RF-MatID: Dataset and Benchmark for Radio Frequency Material Identification

Conference: ICLR 2026
arXiv: 2601.20377
Code: Yes (provided on project page)
Area: AI Safety / Embodied AI / RF Sensing
Keywords: RF sensing, material identification, UWB-mmWave, dataset benchmark, embodied AI

TL;DR

Constructs the first open-source, large-scale, wideband (4-43.5 GHz), and geometrically diverse RF material identification dataset, RF-MatID, containing 16 fine-grained material categories (5 superclasses) and 142K samples. A systematic benchmark is established covering 9 deep learning models, 5 frequency protocols, and 7 data splits.

Background & Motivation

Background: Material identification is a fundamental capability for embodied AI. Currently, it primarily relies on optical sensors (cameras, hyperspectral). RF (Radio Frequency) methods reveal intrinsic material properties (permittivity, conductivity, etc.) through physical interaction between electromagnetic waves and materials, remaining unaffected by lighting conditions or visual similarity.

Limitations of Prior Work: (1) Existing RF material datasets are generally not public, hindering fair comparisons; (2) COTS sensors have narrow and fragmented frequency bands (e.g., only 77-81 GHz), preventing cross-band systematic evaluations; (3) There is a lack of systematic assessment regarding geometric perturbations (changes in angle and distance), leaving the robustness of practical deployment in question.

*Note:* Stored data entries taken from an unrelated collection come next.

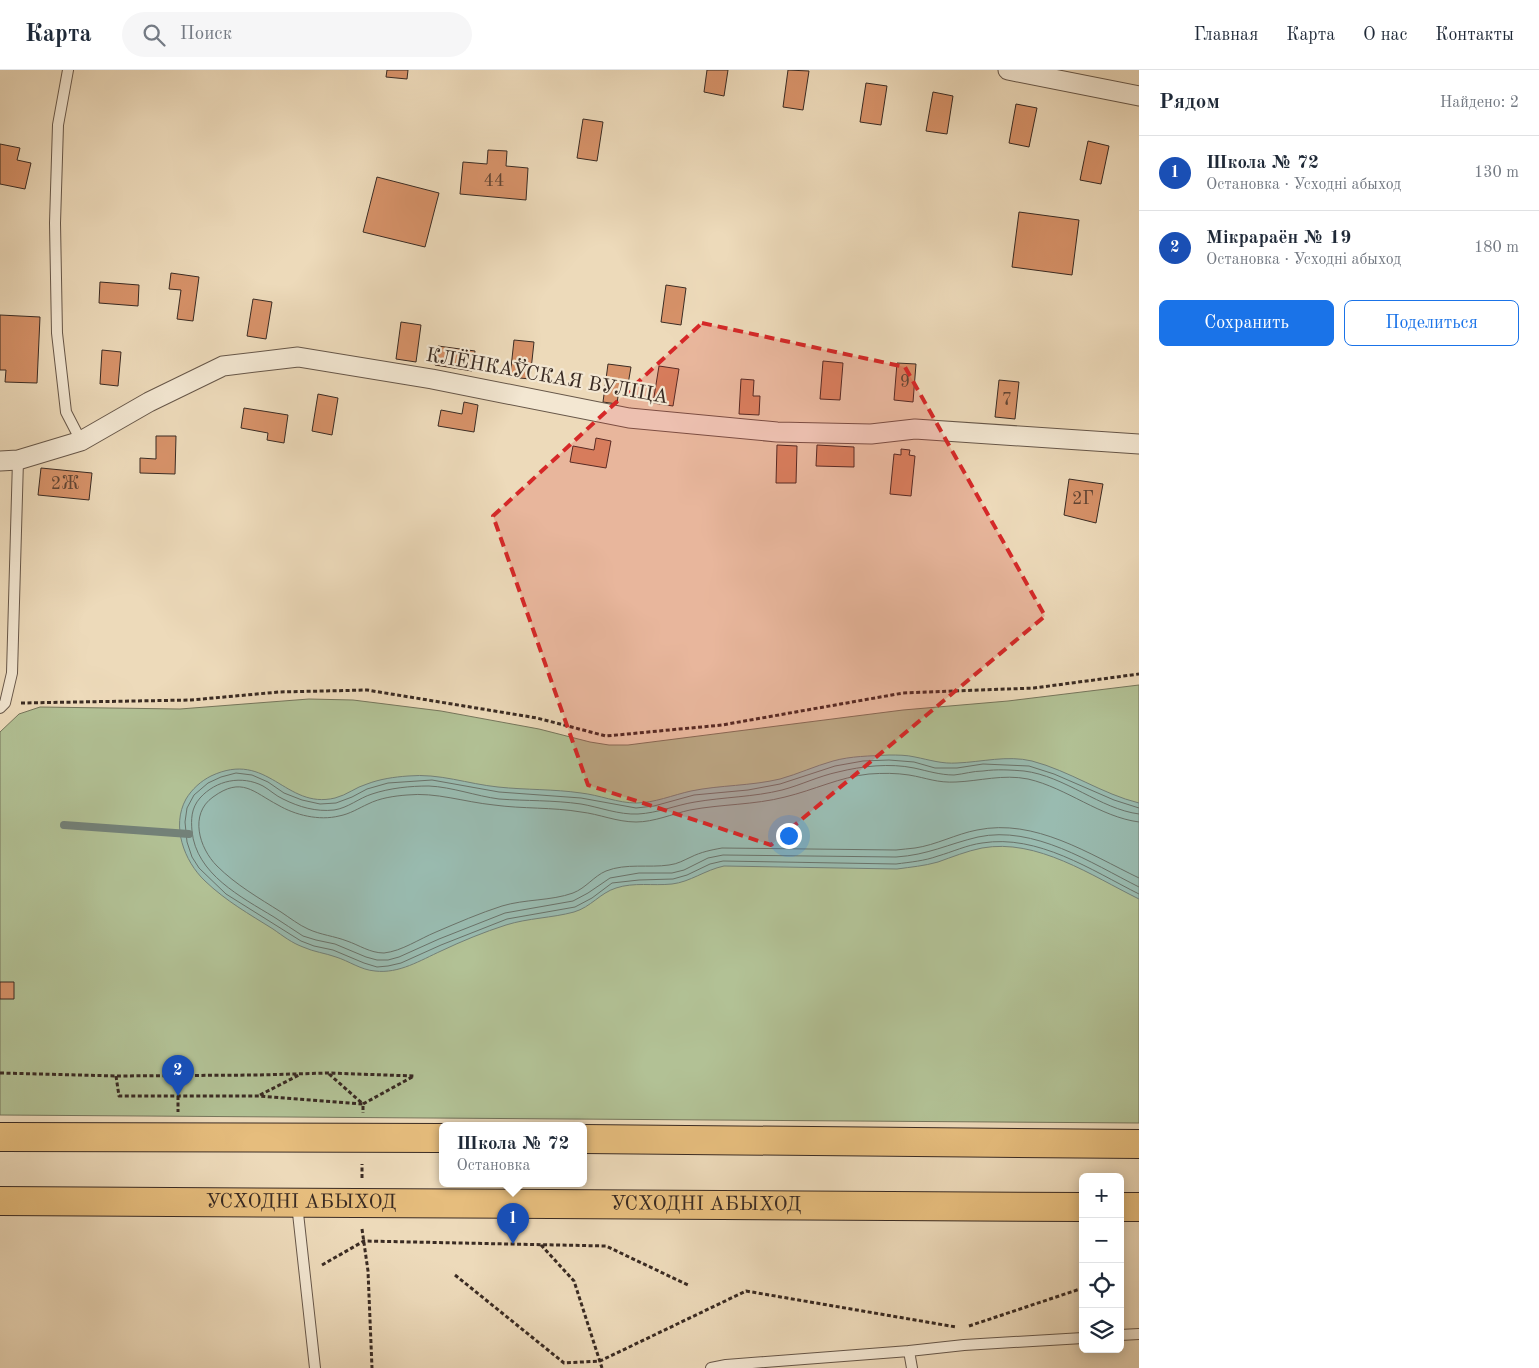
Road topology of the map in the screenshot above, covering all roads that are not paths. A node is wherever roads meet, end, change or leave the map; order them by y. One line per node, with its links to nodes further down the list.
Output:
1 (68, 70): 4 (lane)
2 (1008, 70): 3 (street)
3 (1139, 96)
4 (81, 441): 5 (street, КЛЁНКАЎСКАЯ ВУЛІЦА); 6 (street, КЛЁНКАЎСКАЯ ВУЛІЦА)
5 (1139, 444)
6 (9, 461): 7 (lane)
7 (3, 705)
8 (0, 1137): 9 (main road)
9 (439, 1138)
10 (587, 1139): 11 (main road)
11 (1139, 1144)
12 (0, 1201): 13 (main road, УСХОДНІ АБЫХОД)
13 (297, 1204): 14 (main road, УСХОДНІ АБЫХОД); 21 (lane)
14 (1079, 1207)
15 (1124, 1207): 16 (main road)
16 (1139, 1207)
17 (1139, 1334): 18 (lane)
18 (1124, 1336)
19 (1079, 1338): 20 (lane)
20 (909, 1352): 22 (lane); 23 (lane)
21 (315, 1368)
22 (711, 1368)
23 (912, 1368)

Key Challenge: While RF methods offer theoretical advantages (strong penetration, immunity to lighting), the absence of research infrastructure (datasets + benchmarks) severely constrains the development and evaluation of learning-based methods.

Goal: To construct the first open-source, wideband, and geometrically diverse RF material identification dataset and establish a complete benchmarking framework.

Key Insight: Utilizing a self-built UWB-mmWave sensing platform (continuous 4-43.5 GHz coverage) to systematically collect RF responses of 16 materials at various distances (200-2000mm) and angles (0-10°).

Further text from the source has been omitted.